São 75 páginas com o texto que conta, problematizando, a história da criação do homem no seu diálogo entre a mão fazedora e o espírito que a anima, juntos na invenção do fogo que abriria o caminho da civilização humana. A acompanhar esta Lição, surgem outras mãos incendiadas pelo espírito, nas ilustrações originais de Ângelo de Sousa, Armando Alves, Jorge Pinheiro e José Rodrigues.
«A mão e o cérebro, a acção e o pensamento, a prática e a teoria estão indissoluvelmente ligados desde que o homem é homem. Mas a mão não se limita a executar ordens; é também órgão fundamental de investigações», escreve Óscar Lopes.
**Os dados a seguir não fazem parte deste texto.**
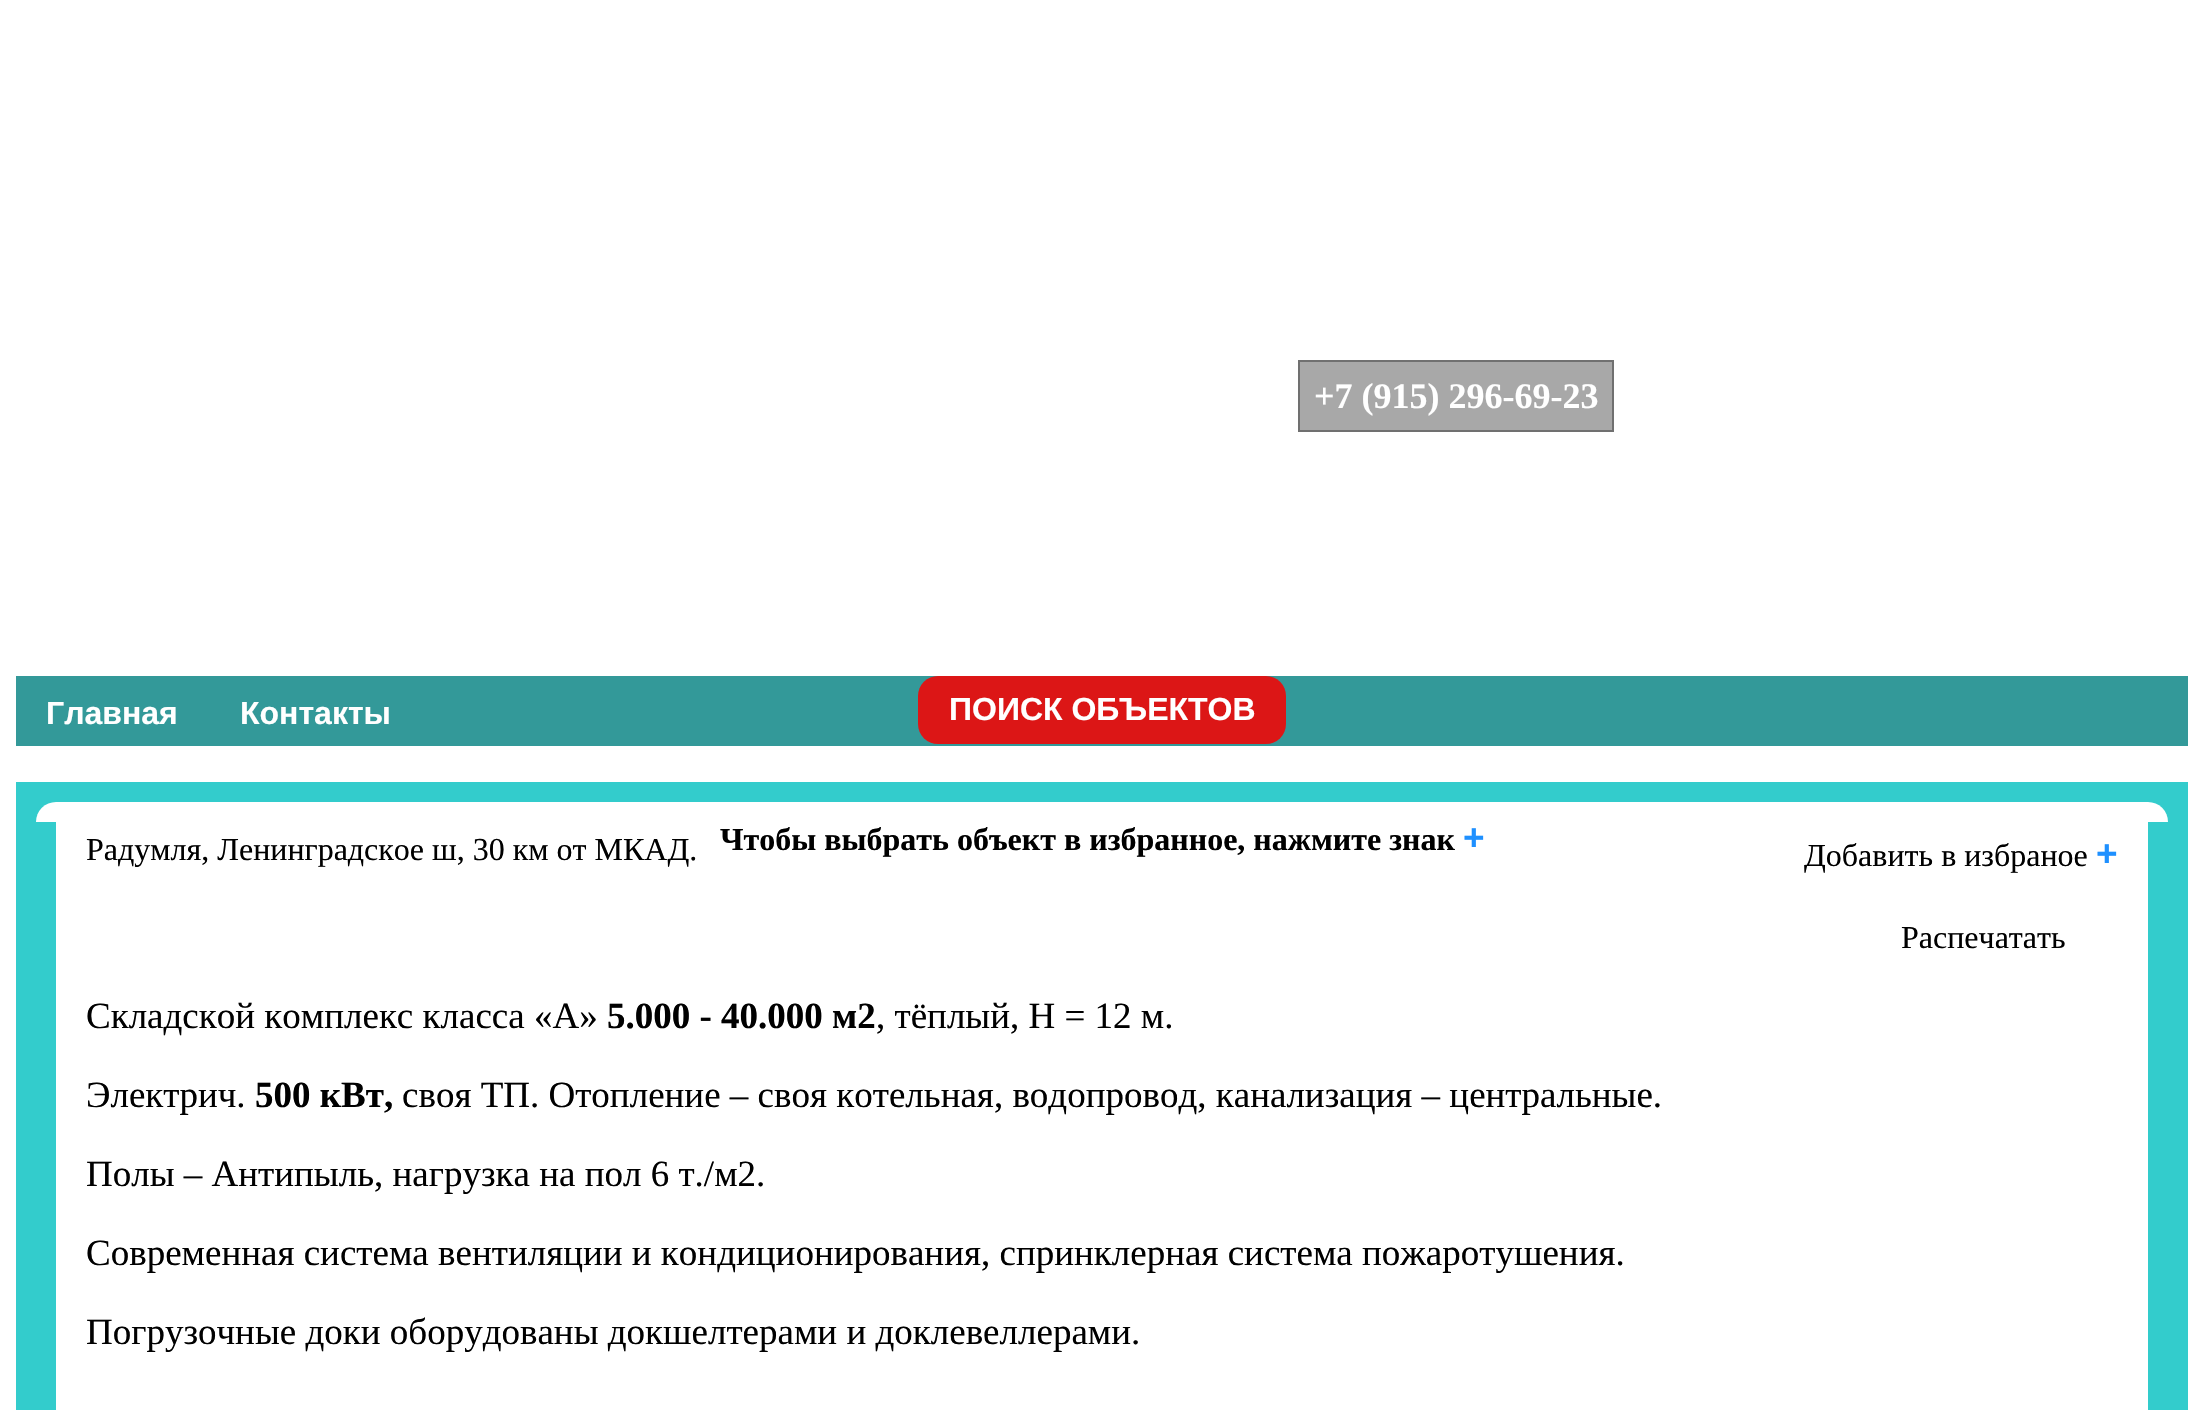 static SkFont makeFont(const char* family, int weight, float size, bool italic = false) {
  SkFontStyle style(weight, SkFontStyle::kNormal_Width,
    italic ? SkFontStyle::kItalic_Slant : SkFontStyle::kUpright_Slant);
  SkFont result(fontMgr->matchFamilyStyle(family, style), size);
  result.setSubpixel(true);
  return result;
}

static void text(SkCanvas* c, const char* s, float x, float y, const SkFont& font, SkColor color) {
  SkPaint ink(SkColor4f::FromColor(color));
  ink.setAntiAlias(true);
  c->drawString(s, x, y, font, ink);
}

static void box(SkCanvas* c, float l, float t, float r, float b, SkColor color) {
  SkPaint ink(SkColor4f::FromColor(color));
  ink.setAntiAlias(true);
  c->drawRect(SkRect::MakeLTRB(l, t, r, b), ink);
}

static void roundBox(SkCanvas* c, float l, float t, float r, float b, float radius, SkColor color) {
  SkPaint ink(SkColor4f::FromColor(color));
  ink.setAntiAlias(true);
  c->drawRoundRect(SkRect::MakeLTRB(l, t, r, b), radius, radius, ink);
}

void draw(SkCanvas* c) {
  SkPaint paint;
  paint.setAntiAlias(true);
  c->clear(0xffffffff);
  paint.setColor(0xffa8a8a8);
  c->drawRect(SkRect::MakeLTRB(1299, 361, 1613, 431), paint);
  paint.setStyle(SkPaint::kStroke_Style);
  paint.setStrokeWidth(2);
  paint.setColor(0xff707070);
  c->drawRect(SkRect::MakeLTRB(1299, 361, 1613, 431), paint);
  SkFont face1 = makeFont("Liberation Serif", 700, 36);
  text(c, "+7 (915) 296-69-23", 1314, 408, face1, 0xffffffff);
  box(c, 16, 676, 2188, 746, 0xff339999);
  SkFont face2 = makeFont("Liberation Sans", 700, 32);
  text(c, "Главная", 46, 724, face2, 0xffffffff);
  text(c, "Контакты", 240, 724, face2, 0xffffffff);
  roundBox(c, 918, 676, 1286, 744, 20, 0xffdc1616);
  text(c, "ПОИСК ОБЪЕКТОВ", 949, 720, face2, 0xffffffff);
  box(c, 16, 782, 2188, 822, 0xff33cccc);
  roundBox(c, 36, 802, 2168, 874, 20, 0xffffffff);
  box(c, 16, 822, 2188, 1410, 0xff33cccc);
  box(c, 56, 822, 2148, 1410, 0xffffffff);
  SkFont face3 = makeFont("Liberation Serif", 700, 32);
  text(c, "Чтобы выбрать объект в избранное, нажмите знак", 720, 850, face3, 0xff000000);
  SkFont face4 = makeFont("Liberation Sans", 700, 37);
  text(c, "+", 1463, 850, face4, 0xff1e90ff);
  SkFont face5 = makeFont("Liberation Serif", 400, 32);
  text(c, "Радумля, Ленинградское ш, 30 км от МКАД.", 86, 860, face5, 0xff000000);
  text(c, "Добавить в избраное", 1804, 866, face5, 0xff000000);
  text(c, "+", 2096, 866, face4, 0xff1e90ff);
  text(c, "Распечатать", 1901, 948, face5, 0xff000000);
  SkFont face6 = makeFont("Liberation Serif", 400, 37);
  text(c, "Складской комплекс класса «А»", 86, 1028, face6, 0xff000000);
  SkFont face7 = makeFont("Liberation Serif", 700, 37);
  text(c, "5.000 - 40.000 м2", 607, 1028, face7, 0xff000000);
  text(c, ", тёплый, Н = 12 м.", 876, 1028, face6, 0xff000000);
  text(c, "Электрич.", 86, 1107, face6, 0xff000000);
  text(c, "500 кВт,", 255, 1107, face7, 0xff000000);
  text(c, "своя ТП. Отопление – своя котельная, водопровод, канализация – центральные.", 402, 1107, face6, 0xff000000);
  text(c, "Полы – Антипыль, нагрузка на пол 6 т./м2.", 86, 1186, face6, 0xff000000);
  text(c, "Современная система вентиляции и кондиционирования, спринклерная система пожаротушения.", 86, 1265, face6, 0xff000000);
  text(c, "Погрузочные доки оборудованы докшелтерами и доклевеллерами.", 86, 1344, face6, 0xff000000);
}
O diálogo de uma vida entre a mão e o espírito teria visibilidade nas duas distinções que recebeu do Estado português: em 1988 era agraciado com a Ordem da Instrução Pública num reconhecimento à mão que nos ensina a nossa Cultura e, há apenas dois anos, era condecorado, por Cavaco Silva, com a Grã-Cruz da Ordem da Liberdade, o espírito que sempre o animou e que lhe valeu a perseguição pela PIDE.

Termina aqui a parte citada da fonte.